Computer Vision & Drones

Project Overview

Comprehensive collection of robotics projects focusing on computer vision applications and drone technology. This portfolio showcases various autonomous systems, computer vision algorithms, and unmanned aerial vehicle (UAV) implementations for different applications and research purposes.

Project Collection

Key Areas of Focus

• Computer Vision: Advanced image processing and object recognition algorithms
• Drone Technology: Autonomous flight control and navigation systems
• Robotics Integration: Multi-robot coordination and swarm intelligence
• Sensor Fusion: Integration of multiple sensor types for enhanced perception
• Autonomous Systems: Self-navigating and decision-making capabilities

Applications

• Aerial Photography: Automated drone photography and videography
• Surveillance: Security and monitoring applications
• Research: Academic and industrial research projects
• Entertainment: Recreational and commercial drone applications

Semi autonomous military drone (version one)

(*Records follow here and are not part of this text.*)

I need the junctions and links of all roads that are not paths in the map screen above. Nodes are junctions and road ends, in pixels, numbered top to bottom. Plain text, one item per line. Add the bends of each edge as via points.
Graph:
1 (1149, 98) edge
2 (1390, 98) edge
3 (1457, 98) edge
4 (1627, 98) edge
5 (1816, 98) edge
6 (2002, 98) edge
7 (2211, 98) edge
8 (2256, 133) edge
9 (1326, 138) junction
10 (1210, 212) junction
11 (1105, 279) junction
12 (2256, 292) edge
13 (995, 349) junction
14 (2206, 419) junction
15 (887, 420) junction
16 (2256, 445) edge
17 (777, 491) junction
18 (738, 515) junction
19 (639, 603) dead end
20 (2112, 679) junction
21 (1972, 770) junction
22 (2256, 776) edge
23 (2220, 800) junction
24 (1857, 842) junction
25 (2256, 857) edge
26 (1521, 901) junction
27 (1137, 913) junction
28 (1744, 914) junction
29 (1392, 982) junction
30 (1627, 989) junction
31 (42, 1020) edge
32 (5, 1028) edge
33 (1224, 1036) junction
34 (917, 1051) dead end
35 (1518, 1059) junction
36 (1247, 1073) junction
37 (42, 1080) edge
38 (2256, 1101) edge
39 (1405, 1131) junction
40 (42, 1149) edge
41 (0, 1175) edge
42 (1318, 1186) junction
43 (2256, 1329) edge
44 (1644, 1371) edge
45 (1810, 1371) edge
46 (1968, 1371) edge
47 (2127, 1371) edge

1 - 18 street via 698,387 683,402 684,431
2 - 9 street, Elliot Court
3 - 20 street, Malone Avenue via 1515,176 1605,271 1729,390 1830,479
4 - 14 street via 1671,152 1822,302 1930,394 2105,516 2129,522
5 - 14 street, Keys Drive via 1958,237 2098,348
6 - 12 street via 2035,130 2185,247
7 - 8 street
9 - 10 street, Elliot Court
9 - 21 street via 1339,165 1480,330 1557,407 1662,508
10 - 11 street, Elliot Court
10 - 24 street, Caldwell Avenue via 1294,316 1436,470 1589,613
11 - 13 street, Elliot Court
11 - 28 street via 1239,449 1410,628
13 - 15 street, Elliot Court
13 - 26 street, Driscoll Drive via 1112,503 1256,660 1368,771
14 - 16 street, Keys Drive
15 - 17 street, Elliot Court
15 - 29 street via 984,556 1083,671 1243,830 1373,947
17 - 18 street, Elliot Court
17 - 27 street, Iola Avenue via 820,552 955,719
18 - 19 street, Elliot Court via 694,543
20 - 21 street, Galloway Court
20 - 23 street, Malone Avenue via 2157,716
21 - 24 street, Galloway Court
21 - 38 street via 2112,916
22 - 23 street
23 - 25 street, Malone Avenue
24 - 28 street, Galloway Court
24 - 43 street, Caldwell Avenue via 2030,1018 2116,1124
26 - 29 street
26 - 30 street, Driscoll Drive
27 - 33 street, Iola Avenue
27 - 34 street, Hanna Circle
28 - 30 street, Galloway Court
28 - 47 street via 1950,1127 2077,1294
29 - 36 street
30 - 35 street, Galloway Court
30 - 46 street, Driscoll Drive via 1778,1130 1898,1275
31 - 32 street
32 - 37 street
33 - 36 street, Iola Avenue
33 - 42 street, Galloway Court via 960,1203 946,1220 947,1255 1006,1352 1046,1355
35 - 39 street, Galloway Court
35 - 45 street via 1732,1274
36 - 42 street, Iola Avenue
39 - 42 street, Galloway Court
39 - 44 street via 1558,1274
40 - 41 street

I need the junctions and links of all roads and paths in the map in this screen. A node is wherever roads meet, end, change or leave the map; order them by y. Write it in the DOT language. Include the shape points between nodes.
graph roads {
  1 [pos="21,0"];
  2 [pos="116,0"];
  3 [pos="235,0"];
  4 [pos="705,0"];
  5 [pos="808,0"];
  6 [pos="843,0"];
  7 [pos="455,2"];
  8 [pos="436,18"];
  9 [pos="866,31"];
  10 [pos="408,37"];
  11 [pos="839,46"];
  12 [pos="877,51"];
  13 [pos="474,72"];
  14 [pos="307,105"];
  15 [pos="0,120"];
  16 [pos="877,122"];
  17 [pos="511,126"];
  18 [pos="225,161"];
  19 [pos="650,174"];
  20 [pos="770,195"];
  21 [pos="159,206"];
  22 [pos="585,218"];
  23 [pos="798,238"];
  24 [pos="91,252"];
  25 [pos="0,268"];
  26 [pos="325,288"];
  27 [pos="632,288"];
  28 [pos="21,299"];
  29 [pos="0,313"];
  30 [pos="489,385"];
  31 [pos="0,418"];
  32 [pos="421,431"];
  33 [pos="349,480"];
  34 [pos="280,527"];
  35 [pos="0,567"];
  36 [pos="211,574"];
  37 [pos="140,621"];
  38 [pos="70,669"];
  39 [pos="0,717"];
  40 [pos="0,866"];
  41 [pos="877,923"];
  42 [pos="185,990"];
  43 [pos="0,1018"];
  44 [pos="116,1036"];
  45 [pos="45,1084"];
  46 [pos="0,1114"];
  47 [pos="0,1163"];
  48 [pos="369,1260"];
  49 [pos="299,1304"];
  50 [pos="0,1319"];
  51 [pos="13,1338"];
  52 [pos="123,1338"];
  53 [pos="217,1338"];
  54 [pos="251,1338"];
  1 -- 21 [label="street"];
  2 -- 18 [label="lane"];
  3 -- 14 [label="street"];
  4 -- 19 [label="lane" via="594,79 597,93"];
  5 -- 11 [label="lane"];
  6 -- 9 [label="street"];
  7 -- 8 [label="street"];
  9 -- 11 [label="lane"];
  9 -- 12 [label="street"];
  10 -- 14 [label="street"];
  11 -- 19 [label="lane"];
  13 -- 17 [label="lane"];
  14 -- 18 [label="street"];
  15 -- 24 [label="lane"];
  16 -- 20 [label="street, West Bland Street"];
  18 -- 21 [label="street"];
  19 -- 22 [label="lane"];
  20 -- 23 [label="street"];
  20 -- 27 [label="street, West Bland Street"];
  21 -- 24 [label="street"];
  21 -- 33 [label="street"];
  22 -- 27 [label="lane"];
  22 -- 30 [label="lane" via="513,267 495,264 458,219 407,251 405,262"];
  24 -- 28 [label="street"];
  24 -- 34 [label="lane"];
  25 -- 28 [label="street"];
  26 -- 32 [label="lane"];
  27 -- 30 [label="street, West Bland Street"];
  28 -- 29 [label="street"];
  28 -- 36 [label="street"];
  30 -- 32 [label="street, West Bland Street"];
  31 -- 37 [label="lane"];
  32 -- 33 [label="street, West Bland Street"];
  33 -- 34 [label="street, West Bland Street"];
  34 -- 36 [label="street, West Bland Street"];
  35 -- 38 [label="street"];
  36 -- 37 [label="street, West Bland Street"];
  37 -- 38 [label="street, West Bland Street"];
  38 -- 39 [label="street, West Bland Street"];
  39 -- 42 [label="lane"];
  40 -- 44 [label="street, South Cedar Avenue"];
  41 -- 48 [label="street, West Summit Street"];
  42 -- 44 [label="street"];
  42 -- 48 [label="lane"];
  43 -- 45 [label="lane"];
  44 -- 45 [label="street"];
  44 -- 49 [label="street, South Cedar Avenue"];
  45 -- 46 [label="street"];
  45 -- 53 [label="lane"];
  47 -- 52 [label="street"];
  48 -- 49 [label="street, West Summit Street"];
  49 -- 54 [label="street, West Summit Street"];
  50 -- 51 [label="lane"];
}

Above video shows the first stage of the differential drive drone. It has two cameras, one below to aid in manual drive whilst the top camera is to detect human faces. Once the top camera detects a human face, the bottom camera searches for a weapon using computer vision. In the demo a toy gun resembles the weapon to search for, once the weapon is detected a firing sound (audio file is played). It further supports both manual and autonomous driving.

The robot can be driven remotely using a joystick over wifi on a client computer. To achieve autonomous driving it has a high precision 1D gyro and encoders for dead reckoning drive. The goal location is provided in the client computer gui, this is done by specifying the target x and y coordinates in metres. It is able to avoid obstacles whilst going towards the target location. Three Infra-red Ranger sensors in the front are used to detect obstacles and re-adjust its path to the target.

Color tracking using differential drive robot

Robot that uses computer vision to track and follow a blue cup. It will only move towards the blue cup and ignores anything else in the scene.

This uses a USB camera and computer vision precisely blob detection. The desired color range (blue cup hue and its shades) is trimmed from the HSV color chart. Circle hough transform is applied to detect the desired blob.

Object tracking using vision

Above robot is able to track a known object and drive towards it (in this case a coke can). Computation is done using OpenCV on a remote laptop. Computed results are sent to the robot using socket programming.

SURF algorithm is used to detect the coke can features. Once sufficient features are detected, the robot then drives towards the can. The robot runs on a beagle bone single board computer, which handles communication with the remote computer and serially communicates desired velocities to a PIC microcontroller. The PIC microcontroller then directly interfaces the speed controller board and sets each wheel's PWM and direction.